“Blame it on the Pop”: Music Without Variety

By Jeremy Quitin
Elm Staff Writer

The student body has been back on campus for less than two weeks, and already we’ve been greeted by a number of live music performances around campus.

The first major event, the Annual Foam Party, has already come and gone. The campus green between Hodson and Somerset was transformed into a battlefield of suds with the students at ground zero, and a playlist of popular artists brought the euphoria for the night. No matter what, no party is complete without a sick list of tunes.

Yet at the same time, while the air was pumped full of loud music, the evening didn’t present much in the way of variety. Anyone checking out the event would hear pop song after pop song and not much else.

There’s nothing wrong with this on the surface. This article isn’t about to take the stance that all pop music is bad—I would be a complete hypocrite in saying so, considering that I have “The Best of Michael Jackson” sitting on my computer. It’s when you start hearing such repetition in each musical event that we encounter the problem.

On the very first Wednesday of the academic year, students walking into Hodson Hall were treated to a live DJ performance. The music was, again, less than various, presenting yet another list of pop songs. And on top of this, the music was less than live.

Looking at his set up, the DJ was working with some very professional equipment: two turntables, clear vinyl, a high end audio mixer, and a MacBook no doubt running his choice of DJ software. Even with all this, anyone could see that the jockey spent most of his time sitting down, not actually doing anything with his equipment. This is because he didn’t have to.

All he really had to do was put together a set list for the crowd, then sit back and allow the good vibes to do all the work for him.

It’s a shame that the Hodson Hall DJ didn’t give his gear a greater workout. The art of the DJ has become much more than beat-matching, the process of aligning music so that the pitch and tempo blend from one song to the next. With the advent of new software and hardware, DJs can now reinvent songs into new genres and create music on the spot.

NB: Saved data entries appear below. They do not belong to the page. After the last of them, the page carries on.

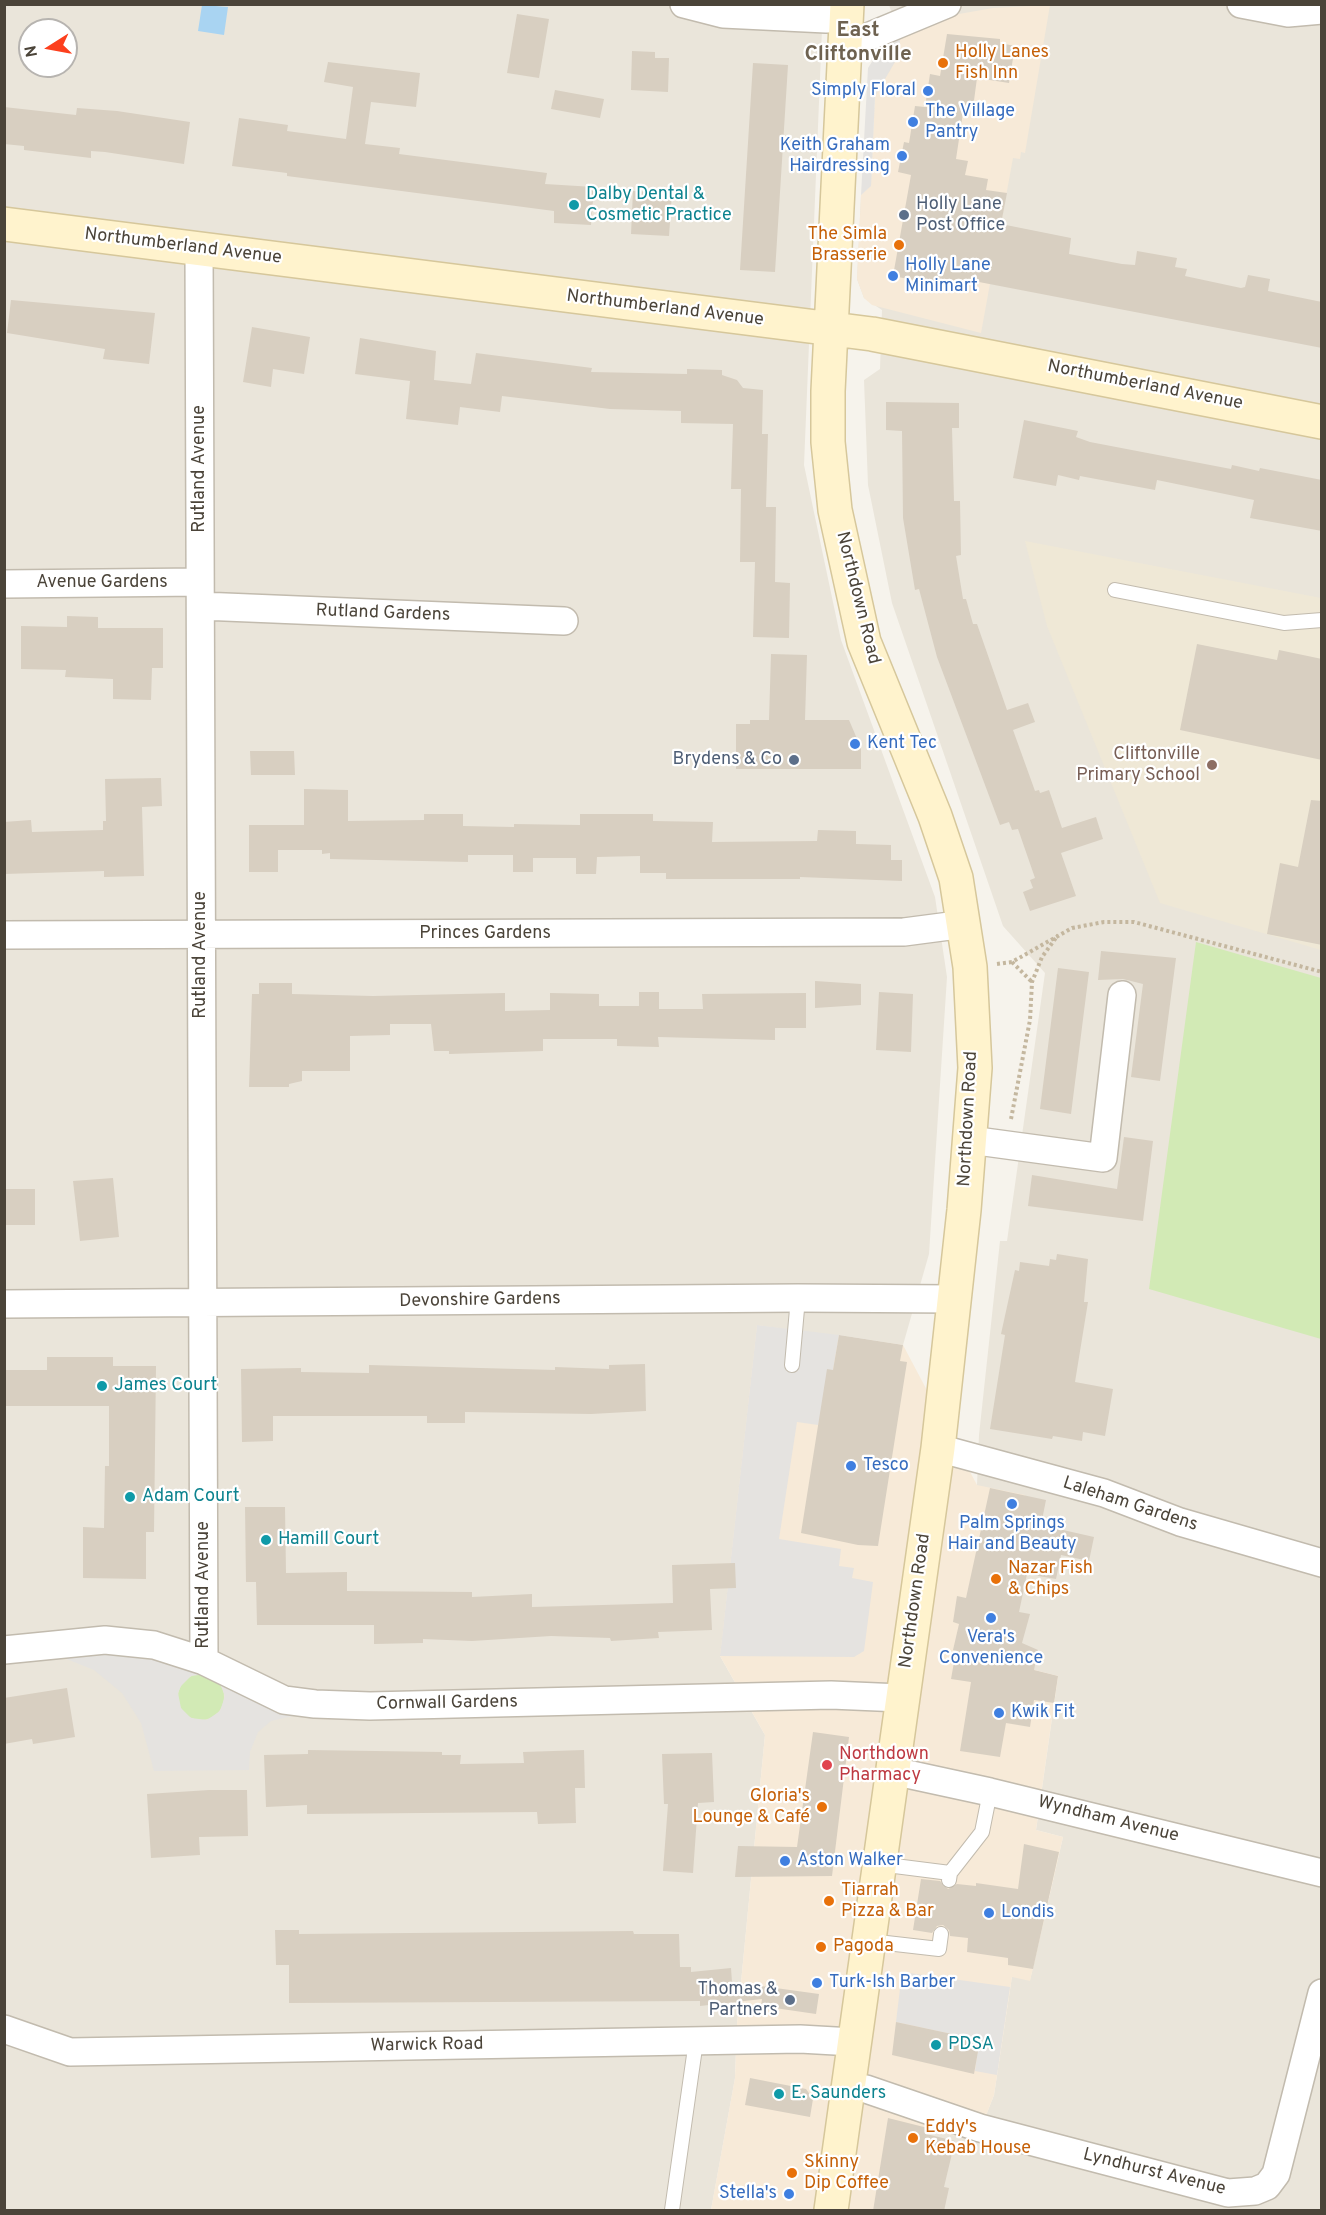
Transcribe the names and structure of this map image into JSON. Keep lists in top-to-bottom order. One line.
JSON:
{"streets":{"main road":["Northumberland Avenue","Northdown Road"],"street":["Rutland Avenue","Avenue Gardens","Rutland Gardens","Princes Gardens","Devonshire Gardens","Laleham Gardens","Cornwall Gardens","Wyndham Avenue","Warwick Road","Lyndhurst Avenue"]},"crossings":[["Northumberland Avenue","Rutland Avenue"],["Northumberland Avenue","Northdown Road"],["Rutland Avenue","Avenue Gardens"],["Rutland Avenue","Rutland Gardens"],["Rutland Avenue","Princes Gardens"],["Rutland Avenue","Devonshire Gardens"],["Rutland Avenue","Cornwall Gardens"],["Avenue Gardens","Rutland Gardens"],["Northdown Road","Princes Gardens"],["Northdown Road","Devonshire Gardens"],["Northdown Road","Laleham Gardens"],["Northdown Road","Cornwall Gardens"],["Northdown Road","Wyndham Avenue"],["Northdown Road","Warwick Road"],["Northdown Road","Lyndhurst Avenue"]],"districts":["East Cliftonville"],"places":["Holly Lanes Fish Inn","Simply Floral","The Village Pantry","Keith Graham Hairdressing","Dalby Dental & Cosmetic Practice","Holly Lane Post Office","The Simla Brasserie","Holly Lane Minimart","Kent Tec","Brydens & Co","Cliftonville Primary School","James Court","Tesco","Adam Court","Palm Springs Hair and Beauty","Hamill Court","Nazar Fish & Chips","Vera's Convenience","Kwik Fit","Northdown Pharmacy","Gloria's Lounge & Café","Aston Walker","Tiarrah Pizza & Bar","Londis","Pagoda","Turk-Ish Barber","Thomas & Partners","PDSA","E. Saunders","Eddy's Kebab House","Skinny Dip Coffee","Stella's"],"north":"left"}
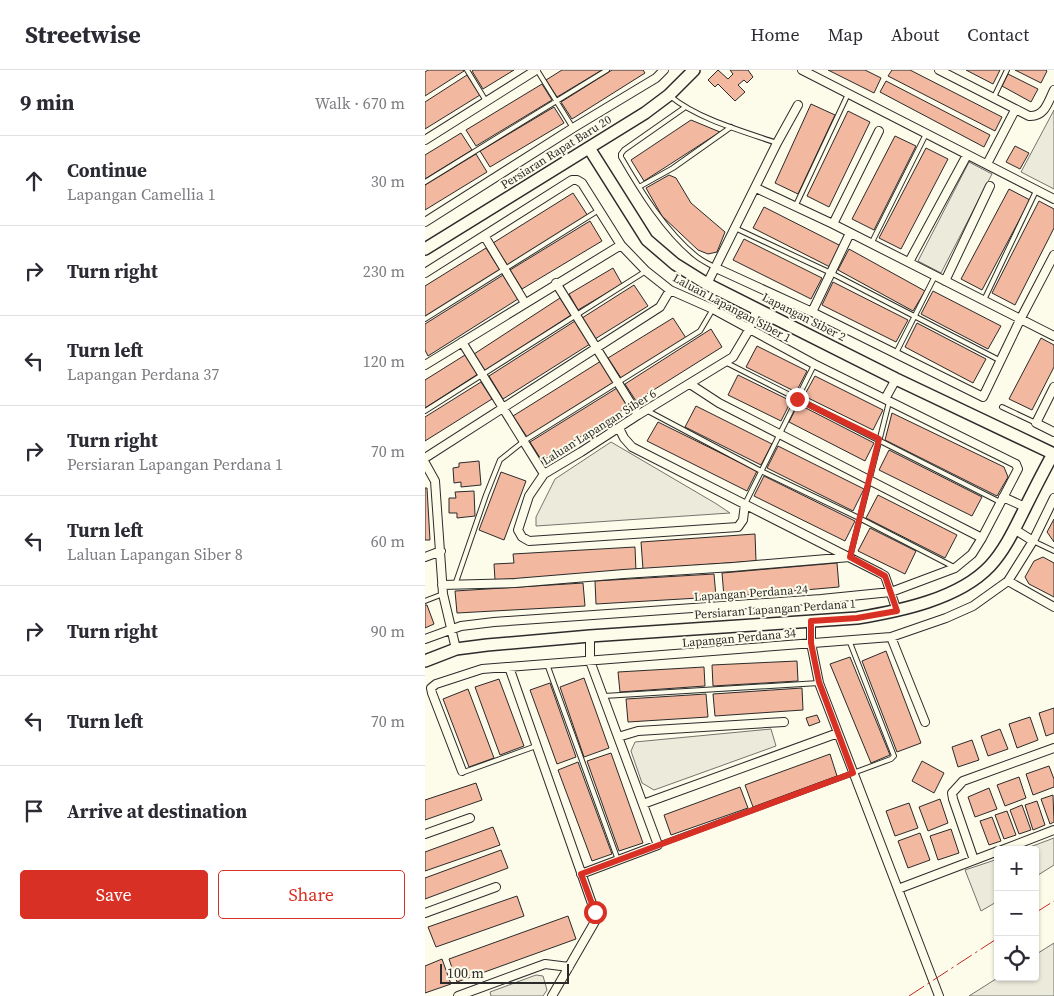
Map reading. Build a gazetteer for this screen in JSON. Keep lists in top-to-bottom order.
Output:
{
  "streets": {
    "street": [
      "Persiaran Rapat Baru 20",
      "Laluan Lapangan Siber 1",
      "Lapangan Siber 2",
      "Laluan Lapangan Siber 6",
      "Lapangan Perdana 24",
      "Persiaran Lapangan Perdana 1",
      "Lapangan Perdana 34"
    ]
  },
  "crossings": [
    ["Persiaran Rapat Baru 20", "Lapangan Siber 2"],
    ["Laluan Lapangan Siber 1", "Laluan Lapangan Siber 6"],
    ["Laluan Lapangan Siber 1", "Lapangan Perdana 24"],
    ["Lapangan Siber 2", "Laluan Lapangan Siber 6"],
    ["Lapangan Siber 2", "Persiaran Lapangan Perdana 1"]
  ],
  "scale_bar": "100 m",
  "page": {
    "header": "Streetwise",
    "nav": [
      "Home",
      "Map",
      "About",
      "Contact"
    ],
    "heading": ["9 min", "Walk · 670 m"],
    "list": [
      ["Continue", "Lapangan Camellia 1", "30 m"],
      ["Turn right", "230 m"],
      ["Turn left", "Lapangan Perdana 37", "120 m"],
      ["Turn right", "Persiaran Lapangan Perdana 1", "70 m"],
      ["Turn left", "Laluan Lapangan Siber 8", "60 m"],
      ["Turn right", "90 m"],
      ["Turn left", "70 m"],
      "Arrive at destination"
    ],
    "map_buttons": ["+", "−"],
    "buttons": ["Save", "Share"],
    "scale": "100 m"
  }
}
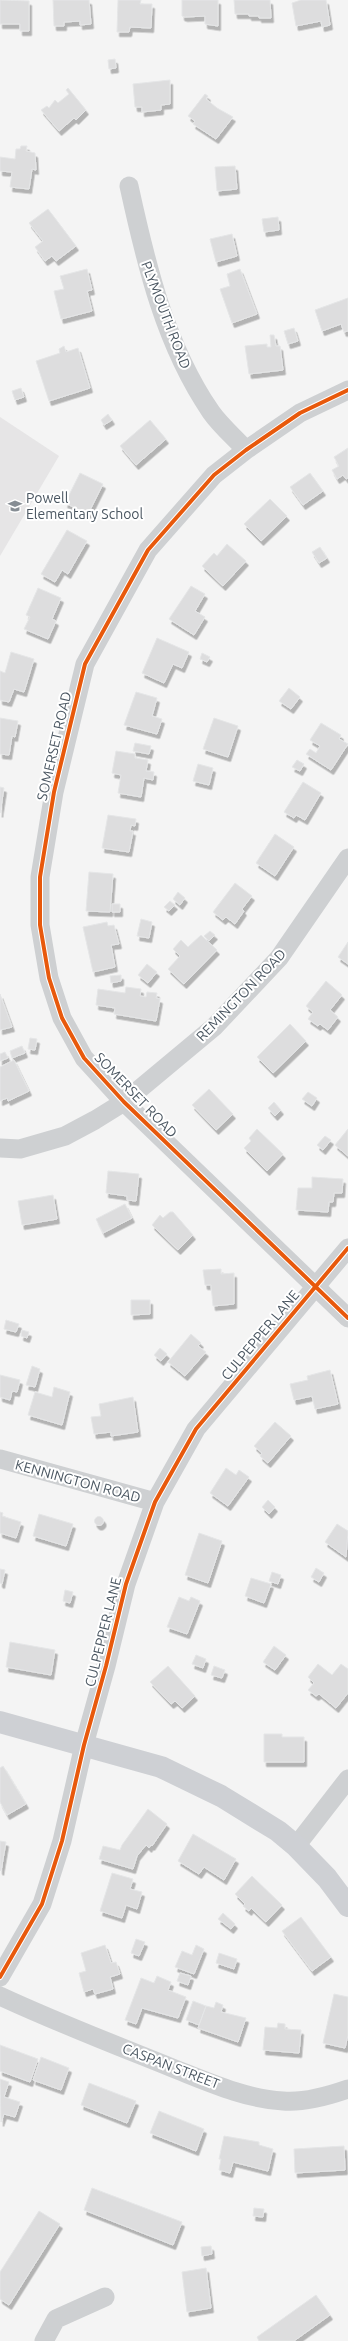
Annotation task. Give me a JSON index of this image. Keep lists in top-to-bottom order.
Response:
{
  "streets": {
    "street": [
      "PLYMOUTH ROAD",
      "SOMERSET ROAD",
      "REMINGTON ROAD",
      "CULPEPPER LANE",
      "KENNINGTON ROAD",
      "CASPAN STREET"
    ]
  },
  "crossings": [
    ["PLYMOUTH ROAD", "SOMERSET ROAD"],
    ["SOMERSET ROAD", "REMINGTON ROAD"],
    ["SOMERSET ROAD", "CULPEPPER LANE"],
    ["CULPEPPER LANE", "KENNINGTON ROAD"]
  ],
  "places": {
    "school or university": ["Powell Elementary School"]
  }
}
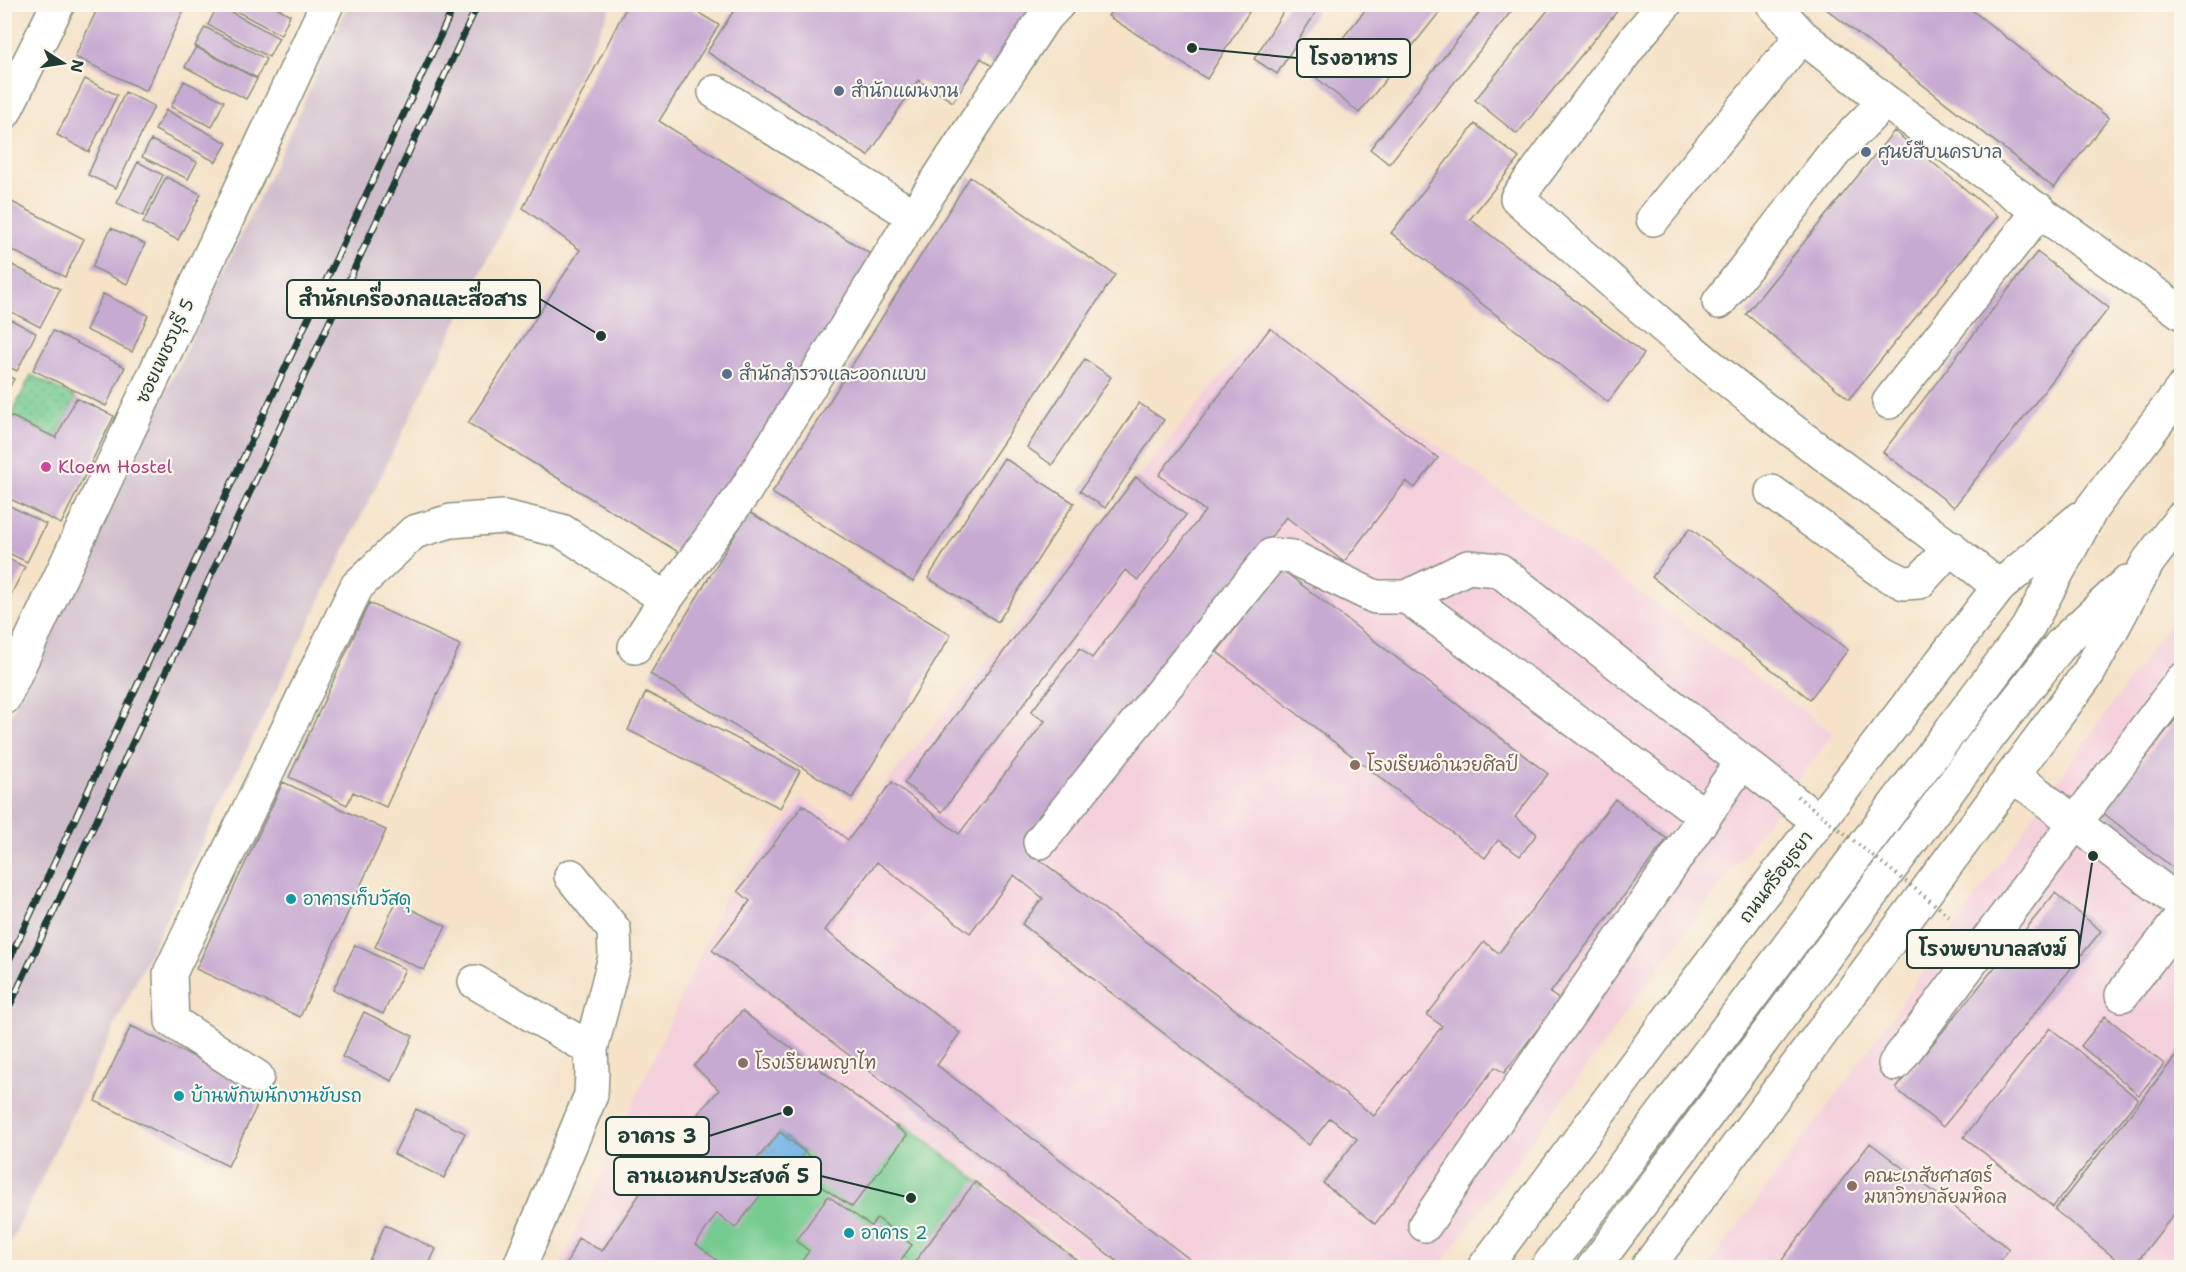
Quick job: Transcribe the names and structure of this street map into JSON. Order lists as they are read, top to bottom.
{
  "streets": {
    "main road": ["ซอยเพชรบุรี 5", "ถนนศรีอยุธยา"]
  },
  "places": [
    "โรงอาหาร",
    "สำนักแผนงาน",
    "ศูนย์สืบนครบาล",
    "สำนักเครื่องกลและสื่อสาร",
    "สำนักสำรวจและออกแบบ",
    "Kloem Hostel",
    "โรงเรียนอำนวยศิลป์",
    "โรงพยาบาลสงฆ์",
    "อาคารเก็บวัสดุ",
    "โรงเรียนพญาไท",
    "บ้านพักพนักงานขับรถ",
    "อาคาร 3",
    "คณะเภสัชศาสตร์ มหาวิทยาลัยมหิดล",
    "ลานเอนกประสงค์ 5",
    "อาคาร 2"
  ],
  "north": "right"
}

If last year is any indication, this year will bring the same issue of all the large scale events presenting the same music every time. Students who only go to these events will be missing out on a world of music.

The Gibson concert series alone will be presenting live instrumental performances unlike anything else on campus, working with acoustic and multi-cultural musicians alike.

There are also the end-of-the-year Jazz and Afro-Cuban ensembles that are an absolute shame to miss out on.

Chestertown has its own live music series which will be presenting a bluegrass performance on Sept. 11, and the US Naval Academy Jazz Band on the 25th. Even if you aren’t the biggest fan of bluegrass, you might surprise yourself with a new sound.

It’s always highly encouraged to follow the underground or lesser-known music scene, not out of some biased reason about popular music being inherently bad and indie music being inherently good, but because bringing variety into one’s life also brings the opportunity to hear good music we might have missed out on otherwise.